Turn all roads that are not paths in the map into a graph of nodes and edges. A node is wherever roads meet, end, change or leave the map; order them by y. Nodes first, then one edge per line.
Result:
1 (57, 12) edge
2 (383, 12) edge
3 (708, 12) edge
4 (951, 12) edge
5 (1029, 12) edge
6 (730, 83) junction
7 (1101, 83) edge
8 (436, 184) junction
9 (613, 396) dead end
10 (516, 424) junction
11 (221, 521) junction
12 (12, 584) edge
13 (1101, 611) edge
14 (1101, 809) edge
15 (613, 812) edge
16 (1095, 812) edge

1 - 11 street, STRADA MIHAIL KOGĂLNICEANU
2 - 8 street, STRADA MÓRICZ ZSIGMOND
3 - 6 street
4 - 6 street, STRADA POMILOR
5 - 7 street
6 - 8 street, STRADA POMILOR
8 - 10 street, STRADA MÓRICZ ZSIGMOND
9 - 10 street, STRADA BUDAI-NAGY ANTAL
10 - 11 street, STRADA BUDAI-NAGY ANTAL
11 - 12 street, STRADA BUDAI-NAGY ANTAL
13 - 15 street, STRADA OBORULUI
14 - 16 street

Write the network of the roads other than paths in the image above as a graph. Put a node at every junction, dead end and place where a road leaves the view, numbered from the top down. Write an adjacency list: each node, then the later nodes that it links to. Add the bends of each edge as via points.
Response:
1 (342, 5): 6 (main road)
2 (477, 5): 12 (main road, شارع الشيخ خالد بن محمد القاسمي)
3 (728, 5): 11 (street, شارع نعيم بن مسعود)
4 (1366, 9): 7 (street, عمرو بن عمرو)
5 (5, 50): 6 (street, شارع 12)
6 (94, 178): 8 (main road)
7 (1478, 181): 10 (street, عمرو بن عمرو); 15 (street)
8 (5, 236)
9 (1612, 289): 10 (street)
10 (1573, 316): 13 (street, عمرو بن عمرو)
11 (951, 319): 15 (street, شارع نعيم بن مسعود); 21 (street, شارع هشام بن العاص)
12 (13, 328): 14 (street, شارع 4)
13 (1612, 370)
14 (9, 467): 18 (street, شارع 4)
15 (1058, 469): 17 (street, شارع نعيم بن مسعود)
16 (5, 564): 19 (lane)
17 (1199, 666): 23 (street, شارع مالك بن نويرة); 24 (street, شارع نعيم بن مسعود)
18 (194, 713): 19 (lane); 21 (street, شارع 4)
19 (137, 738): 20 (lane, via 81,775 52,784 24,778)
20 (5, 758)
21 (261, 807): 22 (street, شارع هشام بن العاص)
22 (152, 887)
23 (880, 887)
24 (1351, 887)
§ §
• _What you should do_
From the listing above, collect each line in which the string "that" appears.

• _Finished task_
Turn all roads that are not paths in the map into a graph of nodes and edges. A node is wherever roads meet, end, change or leave the map; order them by y. Nodes first, then one edge per line.
Write the network of the roads other than paths in the image above as a graph. Put a node at every junction, dead end and place where a road leaves the view, numbered from the top down. Write an adjacency list: each node, then the later nodes that it links to. Add the bends of each edge as via points.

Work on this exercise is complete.